▶ SUPPLIED INFORMATION
***

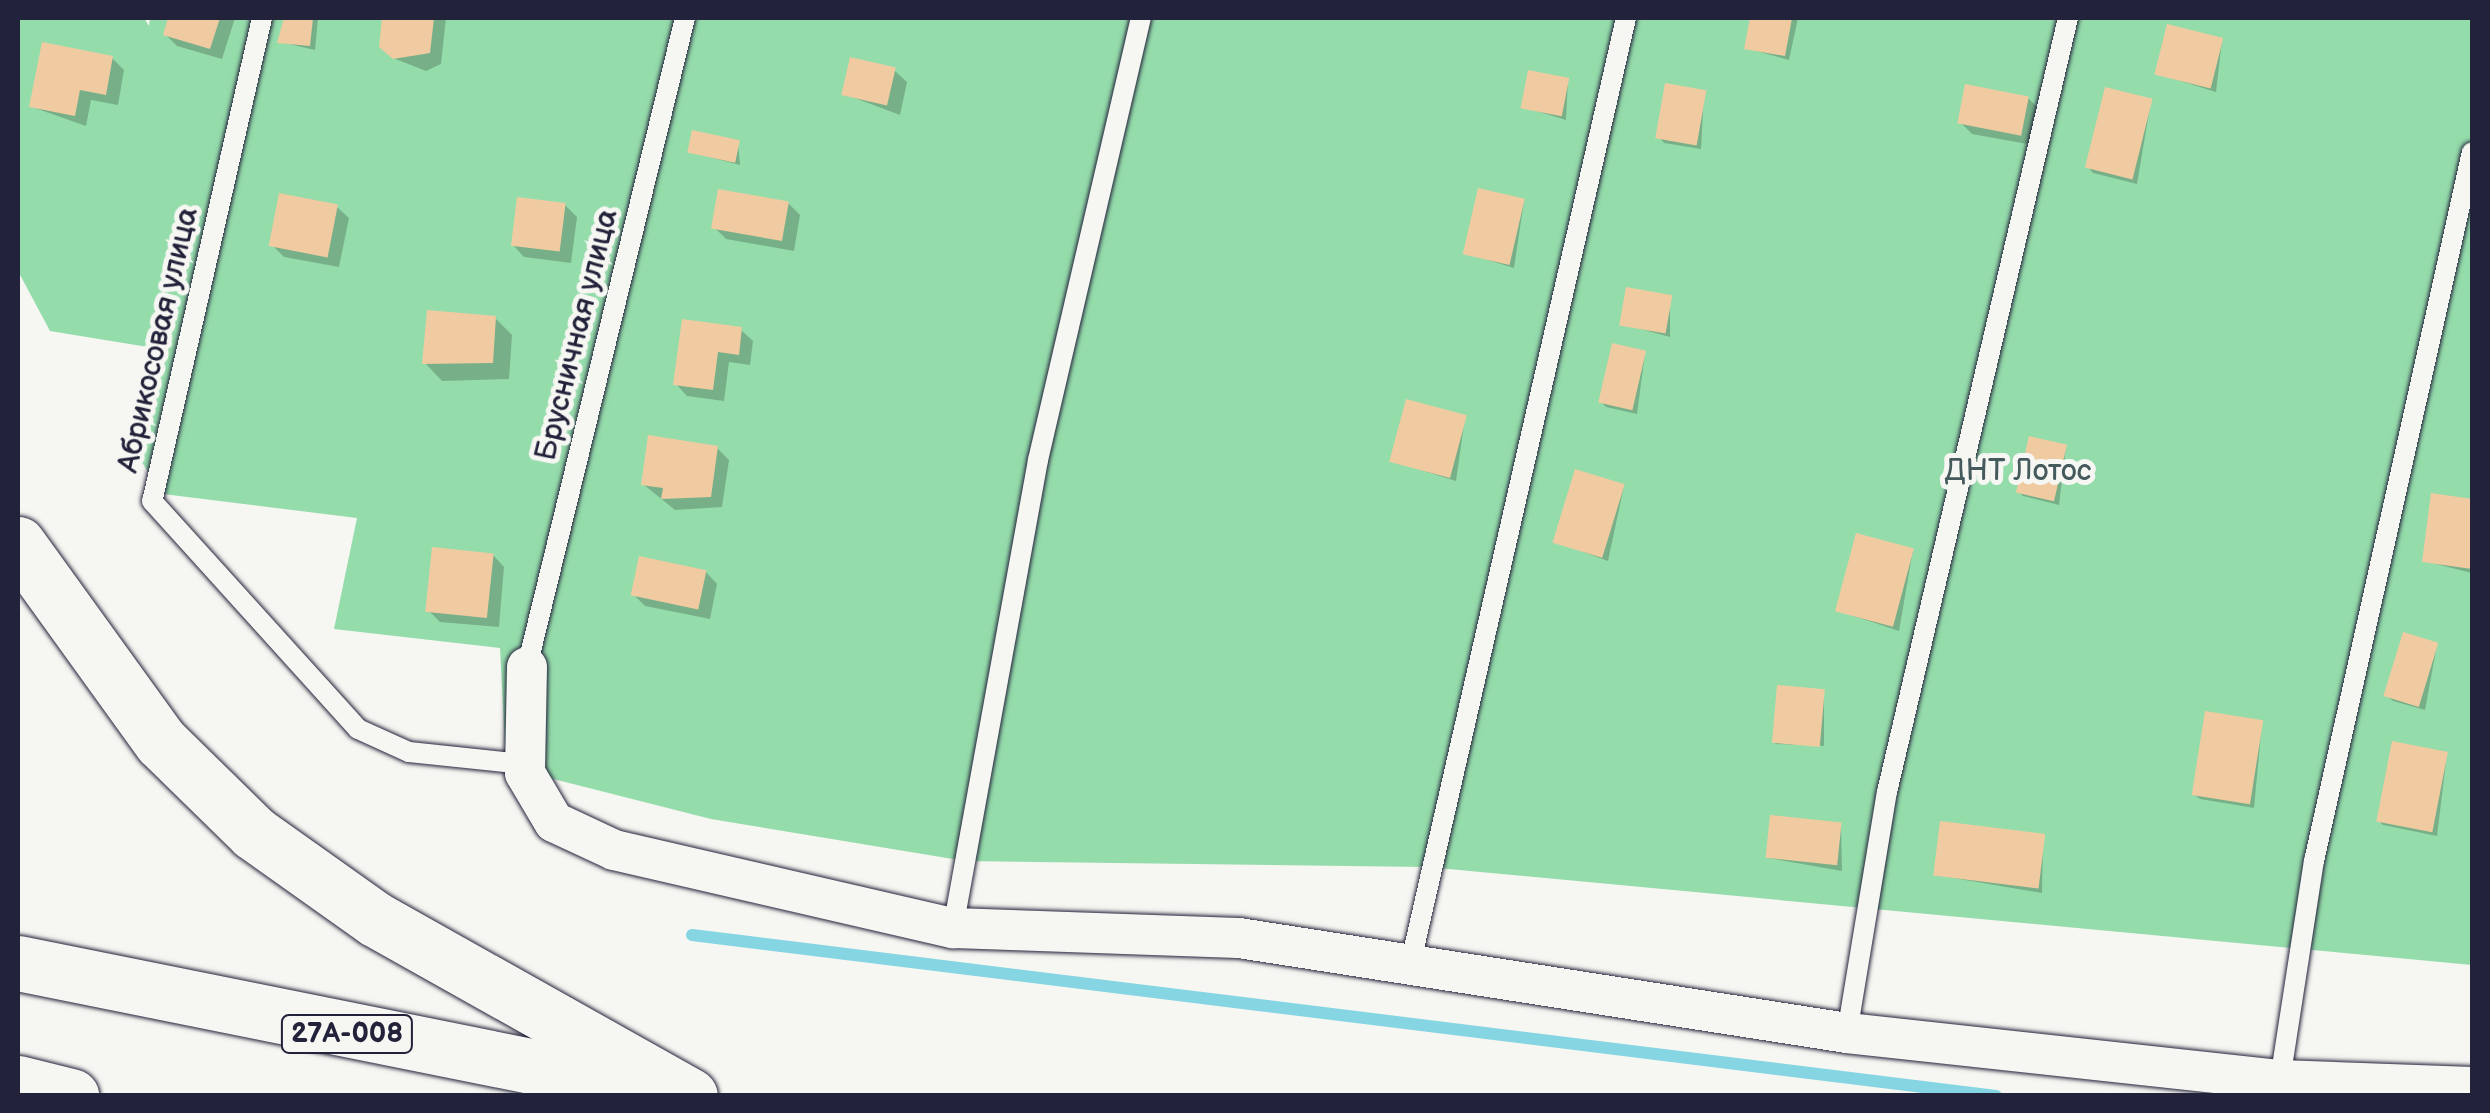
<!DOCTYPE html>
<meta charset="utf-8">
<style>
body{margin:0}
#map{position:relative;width:2490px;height:1113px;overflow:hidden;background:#f6f6f2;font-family:"Balsamiq Sans",sans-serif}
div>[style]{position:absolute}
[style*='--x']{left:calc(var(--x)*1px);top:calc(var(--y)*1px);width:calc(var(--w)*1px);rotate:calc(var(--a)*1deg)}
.green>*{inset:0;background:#95dcab}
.shadow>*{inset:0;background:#0003}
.stream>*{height:12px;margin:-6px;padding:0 6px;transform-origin:6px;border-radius:6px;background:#86d5e2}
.building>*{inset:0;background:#f0cba1;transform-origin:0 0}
.roads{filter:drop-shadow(0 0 2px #22223b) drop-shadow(0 0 2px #22223b)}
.lane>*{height:20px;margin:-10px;padding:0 10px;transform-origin:10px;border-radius:10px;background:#f6f6f2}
.street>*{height:40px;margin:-20px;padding:0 20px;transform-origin:20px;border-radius:20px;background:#f6f6f2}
.highway>*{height:55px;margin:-27.5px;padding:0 27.5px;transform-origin:27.5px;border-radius:27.5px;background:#f6f6f2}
span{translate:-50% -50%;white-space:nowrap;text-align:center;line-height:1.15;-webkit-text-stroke:10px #f6f6f2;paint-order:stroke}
.shield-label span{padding:2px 8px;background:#f6f6f2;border:2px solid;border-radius:8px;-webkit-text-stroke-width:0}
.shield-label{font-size:28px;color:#22223b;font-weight:700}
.street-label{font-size:30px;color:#22223b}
.park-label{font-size:30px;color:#445a5d}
.frame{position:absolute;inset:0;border:20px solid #22223b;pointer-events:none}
</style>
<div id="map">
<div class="green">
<i style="clip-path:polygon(18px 18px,144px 18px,149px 26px,150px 18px,2472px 18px,2472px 965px,1427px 867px,965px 861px,711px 819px,506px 767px,500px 648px,334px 629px,357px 518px,163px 494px,133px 449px,154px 348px,50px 331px,18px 271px)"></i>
</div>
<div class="shadow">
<i style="clip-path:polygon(171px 18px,235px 18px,222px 59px,177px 46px,166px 35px)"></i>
<i style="clip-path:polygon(286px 18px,318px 18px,315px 50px,280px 42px)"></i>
<i style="clip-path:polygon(372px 18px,446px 18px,441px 64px,426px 71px,393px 58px,385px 21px)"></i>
<i style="clip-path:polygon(1752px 18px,1798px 18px,1789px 60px,1746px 48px)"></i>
<i style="clip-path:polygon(2222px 40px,2216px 92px,2158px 74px)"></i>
<i style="clip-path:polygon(112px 58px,124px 70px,118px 105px,91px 100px,86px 126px,32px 107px)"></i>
<i style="clip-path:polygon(895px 71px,907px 82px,900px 115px,844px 94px)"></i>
<i style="clip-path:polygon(1568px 81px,1566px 120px,1523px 107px)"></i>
<i style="clip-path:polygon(1704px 92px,1701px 149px,1664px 143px,1659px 137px)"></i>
<i style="clip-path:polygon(2028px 98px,2040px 110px,2033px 145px,1972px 134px,1960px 122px)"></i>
<i style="clip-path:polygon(2151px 101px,2137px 184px,2093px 173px,2088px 167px)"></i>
<i style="clip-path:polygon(738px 142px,740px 165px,690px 152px)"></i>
<i style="clip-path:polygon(1524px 201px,1514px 268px,1465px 253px)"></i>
<i style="clip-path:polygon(788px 203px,800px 215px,794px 251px,726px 239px,714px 227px)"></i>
<i style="clip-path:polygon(565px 205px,577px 217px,571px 263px,524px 257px,513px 245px)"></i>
<i style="clip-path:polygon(337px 207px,349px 218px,339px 267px,284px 257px,272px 245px)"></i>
<i style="clip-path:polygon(1670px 297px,1670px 337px,1622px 324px)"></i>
<i style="clip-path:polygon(495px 318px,512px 335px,509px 379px,442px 381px,425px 363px)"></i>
<i style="clip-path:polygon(741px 330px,753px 341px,750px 365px,729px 362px,724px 401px,687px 396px,676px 384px)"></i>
<i style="clip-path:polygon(1645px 353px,1637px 414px,1606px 407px,1601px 402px)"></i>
<i style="clip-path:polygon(1465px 417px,1456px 481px,1392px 461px)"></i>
<i style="clip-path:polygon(2066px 447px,2059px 505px,2023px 496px,2018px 491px)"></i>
<i style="clip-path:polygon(717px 448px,729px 460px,722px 507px,675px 510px,643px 484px)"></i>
<i style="clip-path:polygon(1624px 486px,1608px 561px,1556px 542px)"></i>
<i style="clip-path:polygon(2434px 496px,2472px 502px,2472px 573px,2424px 561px)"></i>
<i style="clip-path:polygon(1913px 550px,1899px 631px,1839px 611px)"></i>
<i style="clip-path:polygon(493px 555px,504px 567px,499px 627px,440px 622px,429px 611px)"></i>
<i style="clip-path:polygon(706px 572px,717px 584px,710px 619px,645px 606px,634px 595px)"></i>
<i style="clip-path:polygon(2437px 645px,2425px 710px,2393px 701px,2387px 696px)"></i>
<i style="clip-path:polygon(1824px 692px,1824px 746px,1776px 744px,1773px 742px)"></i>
<i style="clip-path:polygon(2262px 723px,2254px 808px,2200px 799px,2194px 794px)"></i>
<i style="clip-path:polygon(2447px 754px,2437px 836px,2383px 825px,2378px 820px)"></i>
<i style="clip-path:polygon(1841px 825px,1842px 871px,1768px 858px)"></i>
<i style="clip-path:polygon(2043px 836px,2042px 893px,1936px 875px)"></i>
</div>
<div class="stream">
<i style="--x:692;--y:935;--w:1314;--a:7.04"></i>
</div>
<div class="building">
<i style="clip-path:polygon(168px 18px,220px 18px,210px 49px,163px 35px)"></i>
<i style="clip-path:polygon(284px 18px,313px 18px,310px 46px,277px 43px)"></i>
<i style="clip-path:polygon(382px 18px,434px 18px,430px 53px,393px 59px,379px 47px)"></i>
<i style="clip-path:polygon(1750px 18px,1792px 18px,1785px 56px,1744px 49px)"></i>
<i style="left:2167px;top:24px;width:58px;height:52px;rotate:14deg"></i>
<i style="clip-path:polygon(42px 42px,113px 56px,106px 95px,80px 90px,75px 116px,29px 107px)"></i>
<i style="left:850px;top:57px;width:47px;height:39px;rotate:13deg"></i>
<i style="left:1528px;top:70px;width:42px;height:39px;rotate:11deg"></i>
<i style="left:1665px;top:83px;width:42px;height:56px;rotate:10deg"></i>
<i style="left:1965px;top:84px;width:65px;height:40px;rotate:11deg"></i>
<i style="left:2105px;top:87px;width:49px;height:83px;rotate:14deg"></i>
<i style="left:692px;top:130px;width:49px;height:23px;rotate:12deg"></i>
<i style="left:1478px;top:188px;width:48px;height:68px;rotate:13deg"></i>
<i style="left:718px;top:189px;width:72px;height:40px;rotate:10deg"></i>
<i style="left:279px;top:193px;width:60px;height:54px;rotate:11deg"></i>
<i style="left:517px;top:197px;width:49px;height:49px;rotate:7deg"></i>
<i style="left:1626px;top:287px;width:47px;height:39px;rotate:10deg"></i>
<i style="clip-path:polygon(427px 310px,496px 316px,493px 363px,422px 364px)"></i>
<i style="clip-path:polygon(682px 319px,742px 327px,739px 355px,718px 352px,713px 390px,673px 385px)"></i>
<i style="left:1612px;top:343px;width:35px;height:61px;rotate:13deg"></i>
<i style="left:1406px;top:399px;width:63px;height:65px;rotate:15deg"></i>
<i style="clip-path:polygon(648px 435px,718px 446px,711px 497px,661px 499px,663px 488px,641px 485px)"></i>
<i style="left:2029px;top:436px;width:39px;height:58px;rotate:13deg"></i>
<i style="left:1575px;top:469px;width:52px;height:77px;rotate:17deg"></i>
<i style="clip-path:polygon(2431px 493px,2472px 499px,2472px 569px,2422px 562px)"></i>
<i style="left:1856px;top:533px;width:60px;height:81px;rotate:15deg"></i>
<i style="left:432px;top:547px;width:62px;height:65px;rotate:6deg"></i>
<i style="left:639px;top:556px;width:69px;height:40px;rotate:12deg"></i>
<i style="left:2403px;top:632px;width:37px;height:67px;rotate:17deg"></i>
<i style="left:1777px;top:685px;width:48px;height:58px;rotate:5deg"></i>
<i style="left:2205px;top:711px;width:59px;height:85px;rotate:9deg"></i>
<i style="left:2392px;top:741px;width:57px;height:82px;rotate:11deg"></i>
<i style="left:1770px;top:815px;width:72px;height:43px;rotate:6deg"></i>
<i style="left:1940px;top:821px;width:106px;height:55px;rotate:7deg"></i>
</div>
<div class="roads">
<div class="lane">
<i style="--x:262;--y:18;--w:495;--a:102.8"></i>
<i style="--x:152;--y:501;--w:307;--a:47.9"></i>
<i style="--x:358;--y:729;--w:56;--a:24.3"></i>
<i style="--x:409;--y:752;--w:116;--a:6"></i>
<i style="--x:527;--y:667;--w:668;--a:-76.32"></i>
<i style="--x:953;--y:928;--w:476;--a:-79.7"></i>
<i style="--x:1038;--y:460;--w:454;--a:-76.9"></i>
<i style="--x:1409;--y:970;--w:976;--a:-77.16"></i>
<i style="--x:1847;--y:1033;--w:244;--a:-80.6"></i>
<i style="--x:1887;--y:792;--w:795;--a:-76.84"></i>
<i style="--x:2280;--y:1080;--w:222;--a:-81.2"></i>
<i style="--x:2314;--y:861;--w:726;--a:-77.44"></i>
</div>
<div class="street">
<i style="--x:527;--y:667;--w:106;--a:91.1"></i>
<i style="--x:525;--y:773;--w:57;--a:59.4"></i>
<i style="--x:554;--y:822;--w:66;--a:25"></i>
<i style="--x:614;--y:850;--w:348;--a:13"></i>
<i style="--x:953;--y:928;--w:286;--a:2"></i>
<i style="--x:1239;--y:938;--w:615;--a:8.88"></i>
<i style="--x:1847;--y:1033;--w:436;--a:6.2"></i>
<i style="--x:2280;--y:1080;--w:192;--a:2.1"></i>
</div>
<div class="highway">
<i style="--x:18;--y:544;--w:244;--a:54.2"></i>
<i style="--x:161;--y:742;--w:130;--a:44.4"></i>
<i style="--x:254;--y:833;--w:148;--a:35.4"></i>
<i style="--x:375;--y:919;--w:361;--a:29.3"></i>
<i style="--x:18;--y:963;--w:650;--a:11.36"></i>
<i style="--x:18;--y:1083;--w:55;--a:13.8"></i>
</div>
</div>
<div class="shield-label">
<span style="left:347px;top:1034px">27А-008</span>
</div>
<div class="street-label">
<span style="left:577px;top:335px;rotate:-76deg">Брусничная улица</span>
<span style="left:158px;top:340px;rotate:-77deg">Абрикосовая улица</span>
</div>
<div class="park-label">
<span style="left:2018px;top:471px">ДНТ Лотос</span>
</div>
<div class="frame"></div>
</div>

***

Everything from the first line of the entries above through the line with "2px #22223b) drop-shadow(0" should be duplicated exactly, except the pictures.

▶ PROBLEM SOLUTION
<!DOCTYPE html>
<meta charset="utf-8">
<style>
body{margin:0}
#map{position:relative;width:2490px;height:1113px;overflow:hidden;background:#f6f6f2;font-family:"Balsamiq Sans",sans-serif}
div>[style]{position:absolute}
[style*='--x']{left:calc(var(--x)*1px);top:calc(var(--y)*1px);width:calc(var(--w)*1px);rotate:calc(var(--a)*1deg)}
.green>*{inset:0;background:#95dcab}
.shadow>*{inset:0;background:#0003}
.stream>*{height:12px;margin:-6px;padding:0 6px;transform-origin:6px;border-radius:6px;background:#86d5e2}
.building>*{inset:0;background:#f0cba1;transform-origin:0 0}
.roads{filter:drop-shadow(0 0 2px #22223b) drop-shadow(0 0 2px #22223b)}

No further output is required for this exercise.